We're not about to reopen. Which means it's the right time to think about what that will look like.
April 13, 2020
Wherever you are and whatever you do for work, I hope you’re weathering the current storm OK. Here, even though as an agricultural enterprise we've been able to continue our farming and cellar work, we've had to begin reinventing how we work as a business. I feel good about the things we've added, including Instagram and Facebook live weekly broadcasts, virtual tastings over Zoom, and an increased investment in sharing what's happening here over video. We even have our own YouTube channel now.
Agricultural businesses are classified as essential, because we’re working with perishable products that often have only one harvest a year, and are the building blocks of the food and drink supply chain. But unless we want to risk infecting our workers and our customers, that status doesn't give us leave to operate as though the business environment were normal. When we were blending at Tablas Creek week-before-last, we made several changes to do what we could to minimize the risks that if one of us were infected but asymptomatic we might transmit the virus. I talked about some of those in last week's blog. With six people distributed around our big conference table, we all had plenty of space. We all pulled and washed our own glasses and dump buckets. The sample bottles were wiped down before they were poured, and only one person picked up and poured each bottle. We kept doors and windows open so there was air moving in the room. We'd all been quarantining at home the previous two weeks, and everyone was healthy. As we've started physically blending the wines, we've limited our cellar team to two people at a time.
Even as we're reevaluating how we can safely operate under current conditions, I've spent a lot of the enforced downtime thinking about how and under what conditions we and other hospitality-facing businesses will be able to reopen.

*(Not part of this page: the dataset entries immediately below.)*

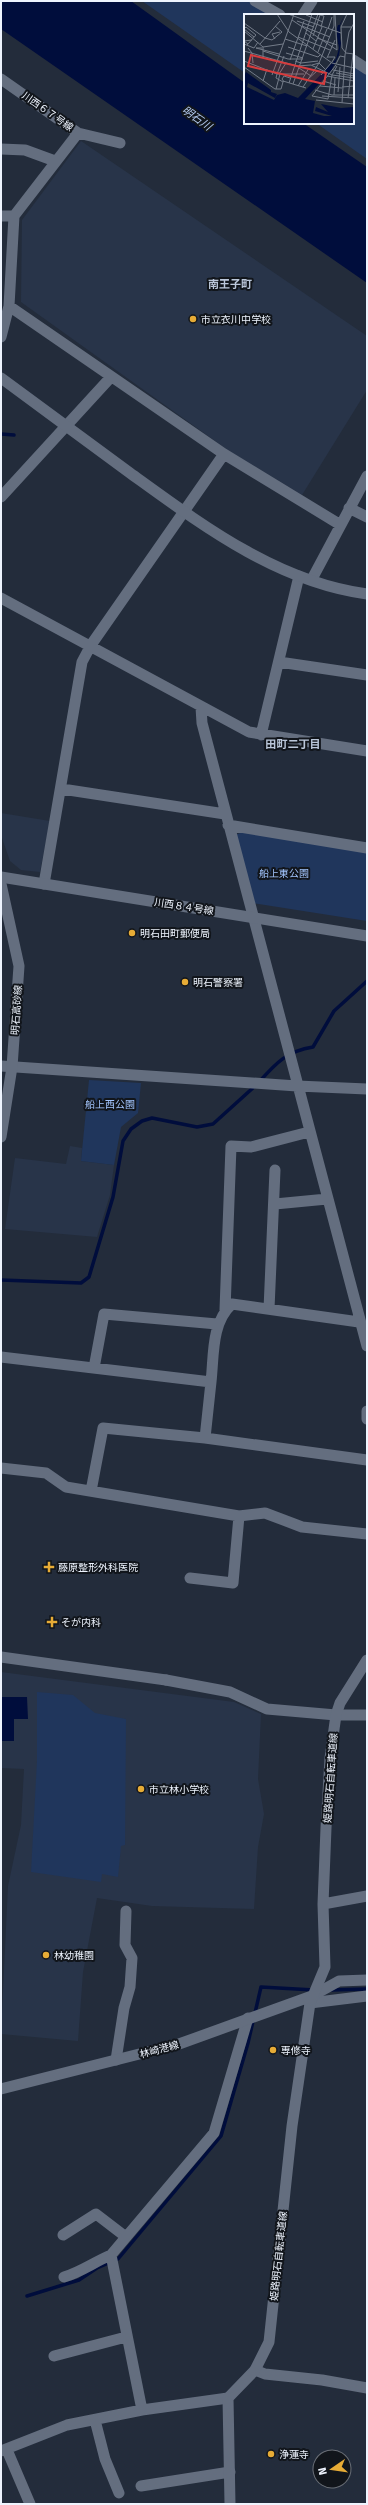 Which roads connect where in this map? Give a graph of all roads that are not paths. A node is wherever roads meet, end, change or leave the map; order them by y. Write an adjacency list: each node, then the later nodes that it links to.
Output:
1 (255, 1): 3 (street)
2 (312, 1): 4 (street)
3 (278, 14)
4 (304, 14)
5 (354, 61): 6 (street)
6 (367, 69)
7 (1, 79): 8 (street, 川西６７号線)
8 (78, 133): 9 (street, 川西６７号線); 11 (street)
9 (120, 143)
10 (1, 149): 11 (street)
11 (55, 161): 13 (street)
12 (1, 216): 13 (street)
13 (14, 216): 14 (street)
14 (9, 306): 15 (street); 16 (street)
15 (1, 337)
16 (111, 377): 18 (street); 19 (street)
17 (1, 378): 18 (street)
18 (66, 426): 21 (street); 23 (street)
19 (224, 454): 23 (street); 25 (street)
20 (367, 476): 22 (street)
21 (1, 497)
22 (349, 508): 24 (street); 25 (street)
23 (183, 511): 26 (street); 30 (street)
24 (367, 517)
25 (339, 524): 27 (street)
26 (299, 576): 27 (street); 31 (street)
27 (312, 580): 28 (street)
28 (367, 594)
29 (1, 598): 30 (street)
30 (91, 645): 33 (street); 36 (street)
31 (279, 662): 32 (street); 34 (street)
32 (367, 675)
33 (202, 707): 34 (street); 37 (street)
34 (261, 735): 35 (street)
35 (367, 751)
36 (62, 789): 37 (street); 41 (street)
37 (227, 820): 38 (street); 42 (street)
38 (367, 848)
39 (1, 877): 41 (street, 川西８４号線)
40 (1, 884): 44 (street, 明石高砂線)
41 (44, 884): 42 (street, 川西８４号線)
42 (252, 918): 43 (street, 川西８４号線); 45 (street)
43 (367, 936)
44 (7, 1067): 45 (street); 48 (street, 明石高砂線)
45 (297, 1086): 46 (street); 47 (street)
46 (367, 1089)
47 (309, 1132): 50 (street); 53 (street)
48 (1, 1137)
49 (275, 1170): 51 (street)
50 (327, 1199): 51 (street); 54 (street)
51 (275, 1204): 52 (street)
52 (269, 1309): 53 (street); 54 (street)
53 (225, 1310): 55 (street)
54 (359, 1322): 56 (street)
55 (217, 1324): 58 (street); 59 (street)
56 (367, 1346)
57 (1, 1357): 58 (street)
58 (94, 1368): 59 (street)
59 (211, 1382): 62 (street)
60 (367, 1410): 61 (street)
61 (367, 1419)
62 (205, 1438): 63 (street); 65 (street)
63 (367, 1460)
64 (1, 1468): 65 (street)
65 (91, 1491): 66 (street)
66 (239, 1516): 67 (street); 68 (street)
67 (367, 1534)
68 (190, 1578)
69 (1, 1657): 71 (street)
70 (367, 1660): 71 (street, 姫路明石自転車道線)
71 (336, 1715): 72 (street); 74 (street, 姫路明石自転車道線)
72 (367, 1715)
73 (367, 1896): 74 (street)
74 (323, 1904): 77 (street)
75 (126, 1911): 80 (street)
76 (367, 1980): 77 (street, 林崎港線)
77 (313, 1995): 78 (street); 79 (street, 林崎港線); 88 (street, 姫路明石自転車道線)
78 (367, 1996)
79 (248, 2018): 80 (street, 林崎港線); 83 (street)
80 (116, 2060): 81 (street, 林崎港線)
81 (1, 2089)
82 (64, 2235): 83 (street)
83 (126, 2237): 84 (street)
84 (111, 2255): 85 (street); 86 (street)
85 (64, 2278)
86 (126, 2337): 87 (street); 91 (street)
87 (54, 2356)
88 (255, 2370): 89 (street); 90 (street, 姫路明石自転車道線)
89 (367, 2388)
90 (228, 2398): 91 (street); 94 (street)
91 (142, 2410): 92 (street)
92 (95, 2420): 93 (street); 96 (street)
93 (4, 2451): 97 (street)
94 (230, 2472): 95 (street); 98 (street)
95 (141, 2486)
96 (119, 2493)
97 (30, 2504)
98 (230, 2504)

At some point, the shelter at home Coronavirus restrictions will be lifted. I've come to the conclusion that it's very unlikely that we'll go back to pre-Covid status quo.
I'm clearly not the only one thinking about this. As discussions ramp up on lifting local and national restrictions, some of the heavyweights of the American business community are weighing in. The American Enterprise Institute, which you'd think would come down on the side of restarting the economy sooner than later, laid out some pretty rigorous preconditions in their report on how the economy might reopen:
"...when a state reports a sustained reduction in cases for at least 14 days (i.e., one incubation period); and local hospitals are safely able to treat all patients requiring hospitalization without resorting to crisis standards of care; and the capacity exists in the state to test all people with COVID-19 symptoms, along with state capacity to conduct active monitoring of all confirmed cases and their contacts."
Similarly, JPMorgan Chase's Jamie Dimon, in the annual letter to his shareholders he published last week, predicted a complex series of events that would need to take place before the American economy could start to get back to normal, and ongoing restrictions once it does:
"It is hoped that the number of new COVID-19 cases will decrease soon and – coupled with greatly enhanced medical capabilities (more beds, proper equipment where it is needed, adequate testing) – the healthcare system is equipped to take care of all Americans, both minimizing their suffering and maximizing their chance of living. Once this occurs, people can carefully start going back to work, of course with proper social distancing, vigilant hygiene, proper testing and other precautions."
We won't be the only (or first) economy to figure out how to safely relax the restrictions that have allowed us to slow the spread of Covid-19. An article in the New York Times examined how a few European countries are going about restarting their economies. From their conclusion: “The gradual acceleration of economic activity is accompanied by strict new rules requiring people to cover their nose and mouth in shops and on public transport — and many more months of strict social distancing.”
So, what will a winery tasting room look like once we can reopen, whenever that is? It won't, I don't think, look like it did over the last two decades. We will almost certainly face restrictions to the activities we can conduct, and even if we don't, we will need to operate responsibly. I'm thinking it may resemble the brief period after social distancing measures were announced but before all tasting rooms had to close. Restaurants removed tables. Our tasting room moved to tasting-by-reservation so we could keep six feet between groups. Everyone started cleaning and disinfecting much more rigorously.
This is the time, before we're faced with the imminent arrival of customers, when we should all be thinking about we can reopen safely. How many customers will we safely be able to welcome at a time? What sorts of events will we be able to hold? What will we need to do to make sure that our team is safe? I don't know, but am trying to plan for it. Assuming we'll just go back to status quo ante isn't smart.
This great article by Thomas Pueyo called "The Hammer and the Dance" was widely shared last month. We're all working on the hammer now. But there will be a longer period of the dance, where we've reopened but are constantly mitigating risks. Now seems like a good time for us all to start thinking about what that will look like, and examining the pieces of our business that will likely have to change.
I look forward to figuring this all out, as a community.